For several weeks now, you’ve been reading elsewhere on this site about CRM in email marketing, thanks to Kim MacPherson. This column has focused more on the nuts and bolts of specific email marketing campaigns – how companies have used rich media, how content has been taken from print and adapted into email newsletters, etc. Now, it’s time to merge the two.
First, let me get one thing straight. I am not a customer service expert. I know a lot about email, but when it comes to building the relationship between you and your customers, I don’t have any special insight. As a consumer, however, I know what makes me happy, and that’s why I was impressed with a recent email campaign run by Ticketmaster.com. It was designed to foster the bond between buyer and seller.
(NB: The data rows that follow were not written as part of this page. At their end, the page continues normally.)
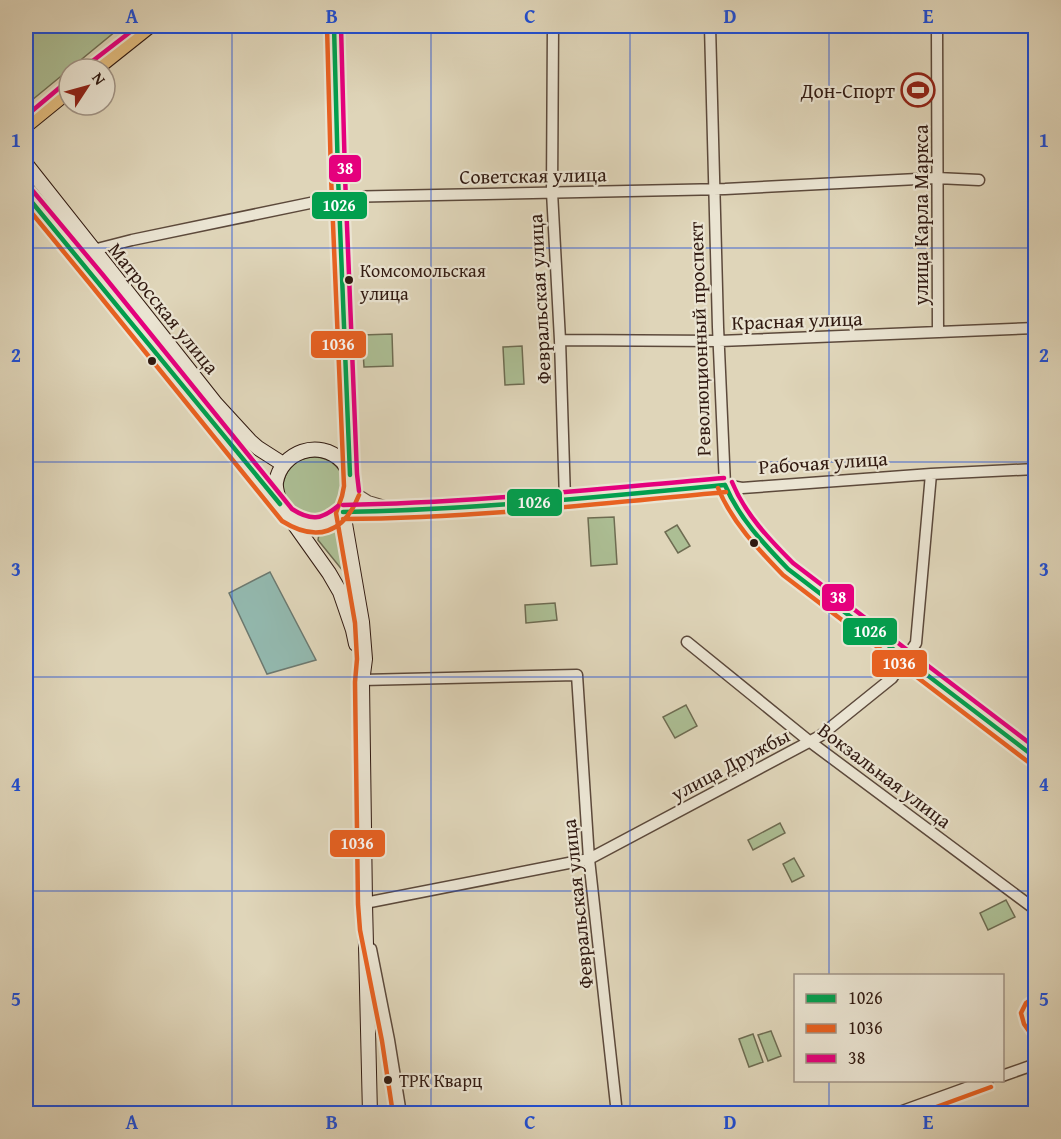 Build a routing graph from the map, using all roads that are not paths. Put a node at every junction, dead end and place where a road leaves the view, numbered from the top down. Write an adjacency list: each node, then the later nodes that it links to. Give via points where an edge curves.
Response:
1 (149, 26): 6 (main road)
2 (334, 26): 15 (main road)
3 (553, 26): 13 (street, Февральская улица)
4 (710, 26): 12 (street, Революционный проспект)
5 (937, 26): 10 (street, улица Карла Маркса)
6 (109, 57)
7 (57, 100): 8 (main road)
8 (26, 125)
9 (26, 164): 16 (main road, Матросская улица)
10 (937, 178): 11 (street, Советская улица); 12 (street, Советская улица); 18 (street, улица Карла Маркса)
11 (979, 180)
12 (714, 189): 13 (street, Советская улица); 20 (street, Революционный проспект)
13 (552, 192): 15 (street, Советская улица); 19 (street, Февральская улица)
14 (26, 195): 28 (main road, Матросская улица)
15 (339, 197): 16 (street, Советская улица); 24 (main road)
16 (93, 250): 21 (main road, Матросская улица, via 216,404 250,441)
17 (1035, 328): 18 (street, Красная улица)
18 (938, 332): 20 (street, Красная улица)
19 (560, 340): 20 (street, Красная улица); 27 (street, Февральская улица)
20 (719, 341): 25 (street, Революционный проспект)
21 (283, 464): 24 (main road, via 296,453 311,449 335,456); 28 (main road, via 276,484)
22 (1035, 469): 23 (street, Рабочая улица)
23 (931, 474): 25 (street, Рабочая улица, via 742,488); 32 (street, улица Дружбы, via 916,643)
24 (350, 475): 26 (main road)
25 (725, 485): 27 (street, Рабочая улица); 32 (street, Революционный проспект, via 740,513 777,559)
26 (352, 492): 29 (street, Рабочая улица, via 368,502); 30 (main road)
27 (565, 500): 29 (street, Рабочая улица)
28 (284, 509): 30 (main road, via 306,525 326,524); 33 (main road, via 340,592 353,630)
29 (398, 511): 30 (street, Рабочая улица)
30 (343, 512): 33 (main road, via 362,622)
31 (687, 642): 34 (street, Вокзальная улица)
32 (906, 658): 34 (street, улица Дружбы, via 892,678); 35 (street, Революционный проспект)
33 (362, 681): 36 (street, Февральская улица, via 577,675); 37 (main road)
34 (809, 741): 36 (street, улица Дружбы); 38 (street, Вокзальная улица)
35 (1035, 758)
36 (590, 859): 37 (street, улица Дружбы); 45 (street, Февральская улица)
37 (365, 903): 39 (main road)
38 (1035, 910)
39 (367, 928): 43 (main road); 44 (street)
40 (1035, 1064): 41 (street)
41 (1004, 1075)
42 (982, 1082): 46 (street)
43 (370, 1113)
44 (401, 1113)
45 (617, 1113)
46 (894, 1113)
Ticketmaster.com teamed up with e-Dialog, an email marketing service provider, to send email messages to consumers after the sale, rather than before. Not only did the campaign spawn a large volume of positive responses (an average of almost half of the emails received some sort of response, from click-throughs to the site to questions from recipients), it generated significant sales of additional merchandise.
Here’s how it worked. When Bruce Springsteen (affectionately known as The Boss) recently reunited with the E Street Band, he scheduled 15 shows at the Meadowlands in New Jersey as part of the kickoff for the U.S. portion of the tour. About 14,000 of his fans purchased tickets online through the Ticketmaster.com box office. So, right there, Ticketmaster.com had a hefty database of opt-in customers who had agreed to receive email from the ticketing giant.
Yet, it’s what Ticketmaster.com and e-Dialog did with that database that’s interesting. Rather than simply thanking customers for their purchases, the companies launched a three-message campaign that took CRM to a higher level.
The first message was sent shortly after the ticket purchase, and it started off with the typical follow-up, “Thanks for using Ticketmaster.com to buy your tickets for Bruce Springsteen’s upcoming U.S. tour launch…” But instead of stopping there, it went on to provide links to relevant web sites, including Tour Talk and the CitySearch New York Visitor’s Guide. (And yes, this is a bit of self-serving promotion, since Ticketmaster.com and CitySearch are two parts of the same corporation. As I put myself in the place of the consumer, though, I still see it as potentially useful information.)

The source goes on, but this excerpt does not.